Tokyo (VNA) – Japanese trading firm Itochu is set to purchase a 20% stake in Thailand's non-life insurer Thaivivat Insurance, a deal that highlights the global investor’s interest in the Southeast Asian country’s growing insurance market.
Itochu will invest around 1 billion THB (29 million USD) to buy new shares issued by the Thai company, according to an announcement on January 16. It said there are still fewer customers willing to buy insurance compared to developed nations, creating potential for future market growth.
Kazushi Kawai, General Manager of Itochu's Insurance Business Division 1, highlighted the gradual penetration of insurance in the Thai market, expressing confidence in its future prospects.
Thaivivat Insurance, primarily focused on auto insurance, held about 3% of Thailand's non-life insurance market in 2023, ranking 11th in terms of revenue among over 40 industry players. The partnership with Itochu is expected to provide additional capital and future business expansion opportunities for Thaivivat Insurance.

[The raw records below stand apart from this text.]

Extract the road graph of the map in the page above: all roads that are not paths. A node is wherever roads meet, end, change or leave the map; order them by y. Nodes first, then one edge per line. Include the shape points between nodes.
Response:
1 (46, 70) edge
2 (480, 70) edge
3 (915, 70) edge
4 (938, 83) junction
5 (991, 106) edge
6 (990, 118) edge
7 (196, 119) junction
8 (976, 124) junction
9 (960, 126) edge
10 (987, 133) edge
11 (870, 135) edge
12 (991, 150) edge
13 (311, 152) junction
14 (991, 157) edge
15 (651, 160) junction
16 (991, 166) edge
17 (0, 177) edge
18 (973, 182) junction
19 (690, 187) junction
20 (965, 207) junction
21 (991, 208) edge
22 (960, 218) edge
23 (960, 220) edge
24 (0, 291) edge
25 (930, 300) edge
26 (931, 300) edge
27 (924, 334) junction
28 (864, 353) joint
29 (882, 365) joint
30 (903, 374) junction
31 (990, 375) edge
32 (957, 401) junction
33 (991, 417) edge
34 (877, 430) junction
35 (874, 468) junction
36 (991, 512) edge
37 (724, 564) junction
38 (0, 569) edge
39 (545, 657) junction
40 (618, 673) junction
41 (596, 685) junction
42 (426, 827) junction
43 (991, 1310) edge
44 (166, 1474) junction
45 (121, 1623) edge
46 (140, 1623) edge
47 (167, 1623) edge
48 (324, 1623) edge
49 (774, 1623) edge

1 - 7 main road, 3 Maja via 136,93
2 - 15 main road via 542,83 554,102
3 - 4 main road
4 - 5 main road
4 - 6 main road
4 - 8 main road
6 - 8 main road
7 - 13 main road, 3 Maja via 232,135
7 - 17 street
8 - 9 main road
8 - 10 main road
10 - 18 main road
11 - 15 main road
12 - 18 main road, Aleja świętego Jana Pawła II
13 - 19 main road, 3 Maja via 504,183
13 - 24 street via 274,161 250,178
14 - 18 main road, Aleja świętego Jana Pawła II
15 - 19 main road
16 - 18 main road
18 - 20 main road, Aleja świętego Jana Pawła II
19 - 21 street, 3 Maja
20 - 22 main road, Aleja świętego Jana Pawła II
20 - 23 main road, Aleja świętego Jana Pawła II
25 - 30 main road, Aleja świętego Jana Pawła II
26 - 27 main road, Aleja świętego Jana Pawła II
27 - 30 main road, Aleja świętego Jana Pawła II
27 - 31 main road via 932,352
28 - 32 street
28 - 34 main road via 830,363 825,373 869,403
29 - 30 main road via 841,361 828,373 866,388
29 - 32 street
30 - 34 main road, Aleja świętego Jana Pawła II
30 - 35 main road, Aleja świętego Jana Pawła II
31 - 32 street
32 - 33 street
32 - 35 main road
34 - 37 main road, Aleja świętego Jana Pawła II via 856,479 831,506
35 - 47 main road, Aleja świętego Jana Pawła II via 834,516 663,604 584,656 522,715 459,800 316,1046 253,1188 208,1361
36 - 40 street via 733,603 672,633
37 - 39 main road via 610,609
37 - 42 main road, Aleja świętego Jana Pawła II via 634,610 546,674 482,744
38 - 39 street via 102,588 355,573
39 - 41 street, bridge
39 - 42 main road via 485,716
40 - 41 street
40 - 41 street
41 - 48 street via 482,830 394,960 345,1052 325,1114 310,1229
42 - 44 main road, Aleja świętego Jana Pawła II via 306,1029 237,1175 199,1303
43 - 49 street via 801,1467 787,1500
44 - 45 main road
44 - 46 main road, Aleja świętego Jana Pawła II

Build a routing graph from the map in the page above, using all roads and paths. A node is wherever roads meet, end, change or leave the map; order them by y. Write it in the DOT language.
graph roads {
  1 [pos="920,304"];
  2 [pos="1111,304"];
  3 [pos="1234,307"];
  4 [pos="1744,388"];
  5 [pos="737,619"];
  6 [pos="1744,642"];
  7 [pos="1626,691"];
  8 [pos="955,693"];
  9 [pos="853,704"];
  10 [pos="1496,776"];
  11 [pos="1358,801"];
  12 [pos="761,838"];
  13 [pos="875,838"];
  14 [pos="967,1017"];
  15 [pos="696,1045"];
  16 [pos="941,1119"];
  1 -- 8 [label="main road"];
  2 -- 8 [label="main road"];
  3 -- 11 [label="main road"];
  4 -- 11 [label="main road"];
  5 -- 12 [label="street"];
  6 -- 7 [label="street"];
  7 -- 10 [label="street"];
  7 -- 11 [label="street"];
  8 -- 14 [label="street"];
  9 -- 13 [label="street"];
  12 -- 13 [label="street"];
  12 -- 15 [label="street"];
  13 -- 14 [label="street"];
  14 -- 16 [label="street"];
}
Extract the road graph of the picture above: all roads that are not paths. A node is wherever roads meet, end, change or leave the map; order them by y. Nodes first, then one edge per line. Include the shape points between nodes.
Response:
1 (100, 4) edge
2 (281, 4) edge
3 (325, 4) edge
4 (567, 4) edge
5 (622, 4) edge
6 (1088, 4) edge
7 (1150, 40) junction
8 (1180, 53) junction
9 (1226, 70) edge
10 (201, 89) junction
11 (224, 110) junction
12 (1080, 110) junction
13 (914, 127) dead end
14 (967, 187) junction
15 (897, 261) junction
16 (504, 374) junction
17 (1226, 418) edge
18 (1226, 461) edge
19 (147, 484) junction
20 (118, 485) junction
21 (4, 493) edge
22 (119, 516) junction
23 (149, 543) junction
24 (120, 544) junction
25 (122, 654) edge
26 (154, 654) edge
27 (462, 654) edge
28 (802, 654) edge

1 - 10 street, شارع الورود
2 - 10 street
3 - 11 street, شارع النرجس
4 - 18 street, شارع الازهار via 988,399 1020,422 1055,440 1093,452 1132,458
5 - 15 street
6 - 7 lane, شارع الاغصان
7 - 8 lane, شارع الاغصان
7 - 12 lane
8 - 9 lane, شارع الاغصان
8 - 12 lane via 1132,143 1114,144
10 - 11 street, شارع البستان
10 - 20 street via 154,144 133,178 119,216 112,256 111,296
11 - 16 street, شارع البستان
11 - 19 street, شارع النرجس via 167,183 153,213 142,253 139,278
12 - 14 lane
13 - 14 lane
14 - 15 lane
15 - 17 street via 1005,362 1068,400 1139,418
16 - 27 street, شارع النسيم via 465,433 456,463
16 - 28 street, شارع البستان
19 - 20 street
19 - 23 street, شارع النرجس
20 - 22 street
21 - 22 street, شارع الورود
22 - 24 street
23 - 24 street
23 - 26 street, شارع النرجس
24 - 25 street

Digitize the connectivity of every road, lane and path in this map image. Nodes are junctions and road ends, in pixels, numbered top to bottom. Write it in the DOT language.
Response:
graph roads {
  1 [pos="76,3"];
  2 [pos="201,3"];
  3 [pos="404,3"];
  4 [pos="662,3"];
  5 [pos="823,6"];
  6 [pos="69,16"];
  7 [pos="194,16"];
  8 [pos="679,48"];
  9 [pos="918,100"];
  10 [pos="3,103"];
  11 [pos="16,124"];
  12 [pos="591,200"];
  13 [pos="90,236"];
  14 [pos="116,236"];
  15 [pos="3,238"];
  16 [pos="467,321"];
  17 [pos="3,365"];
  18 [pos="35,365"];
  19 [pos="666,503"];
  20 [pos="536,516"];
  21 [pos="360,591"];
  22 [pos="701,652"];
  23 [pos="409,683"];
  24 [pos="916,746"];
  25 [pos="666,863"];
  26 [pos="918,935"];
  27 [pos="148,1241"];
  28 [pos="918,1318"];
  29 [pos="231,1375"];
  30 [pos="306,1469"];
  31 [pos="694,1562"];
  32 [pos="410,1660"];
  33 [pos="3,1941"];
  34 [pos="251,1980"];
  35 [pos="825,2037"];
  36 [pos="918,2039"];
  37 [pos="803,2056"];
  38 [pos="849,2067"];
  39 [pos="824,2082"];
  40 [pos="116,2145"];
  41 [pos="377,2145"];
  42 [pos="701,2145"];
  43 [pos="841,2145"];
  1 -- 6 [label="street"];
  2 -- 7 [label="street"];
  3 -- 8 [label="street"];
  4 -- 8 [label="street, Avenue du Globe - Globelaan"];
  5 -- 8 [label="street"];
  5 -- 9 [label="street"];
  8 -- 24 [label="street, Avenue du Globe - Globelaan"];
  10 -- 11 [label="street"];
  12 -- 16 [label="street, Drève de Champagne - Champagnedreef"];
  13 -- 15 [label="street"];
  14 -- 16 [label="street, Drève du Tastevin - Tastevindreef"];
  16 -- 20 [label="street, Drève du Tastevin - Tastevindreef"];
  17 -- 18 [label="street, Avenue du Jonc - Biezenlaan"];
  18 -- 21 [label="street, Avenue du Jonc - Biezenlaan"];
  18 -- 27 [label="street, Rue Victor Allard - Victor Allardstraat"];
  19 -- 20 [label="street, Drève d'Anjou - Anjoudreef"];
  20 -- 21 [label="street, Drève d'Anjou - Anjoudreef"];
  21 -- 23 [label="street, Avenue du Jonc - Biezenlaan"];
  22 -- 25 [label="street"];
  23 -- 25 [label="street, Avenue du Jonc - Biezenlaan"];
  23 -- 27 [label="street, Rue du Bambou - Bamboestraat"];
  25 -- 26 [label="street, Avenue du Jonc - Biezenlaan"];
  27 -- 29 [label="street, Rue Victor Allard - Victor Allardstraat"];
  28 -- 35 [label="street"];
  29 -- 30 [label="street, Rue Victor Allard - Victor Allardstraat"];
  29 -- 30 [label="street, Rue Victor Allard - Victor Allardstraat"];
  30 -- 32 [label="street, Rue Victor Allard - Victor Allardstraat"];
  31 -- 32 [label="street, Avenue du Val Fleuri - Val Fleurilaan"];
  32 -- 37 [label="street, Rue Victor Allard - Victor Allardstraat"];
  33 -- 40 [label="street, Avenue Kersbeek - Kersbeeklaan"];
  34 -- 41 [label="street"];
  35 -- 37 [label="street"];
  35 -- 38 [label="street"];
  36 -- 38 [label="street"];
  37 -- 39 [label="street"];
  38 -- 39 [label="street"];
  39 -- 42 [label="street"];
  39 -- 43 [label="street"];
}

Despite a sluggish Thai auto market due to rising household debt, Thaivivat has achieved an average annual insurance sales growth of approximately 11% from 2019 to 2023, outperforming the industry's average of 4% in Thailand.
Itochu's move aligns with a broader trend of investors from developed economies, such as Japan, seeking opportunities in Southeast Asia's insurance sector, as evidenced by Sumitomo Life Insurance's acquisition of Singapore Life Holdings.
With the region's stable economic growth, Southeast Asia's insurance sector has attracted investors from developed economies like Japan in recent years, including Sumitomo Life Insurance's acquisition of Singapore Life Holdings./.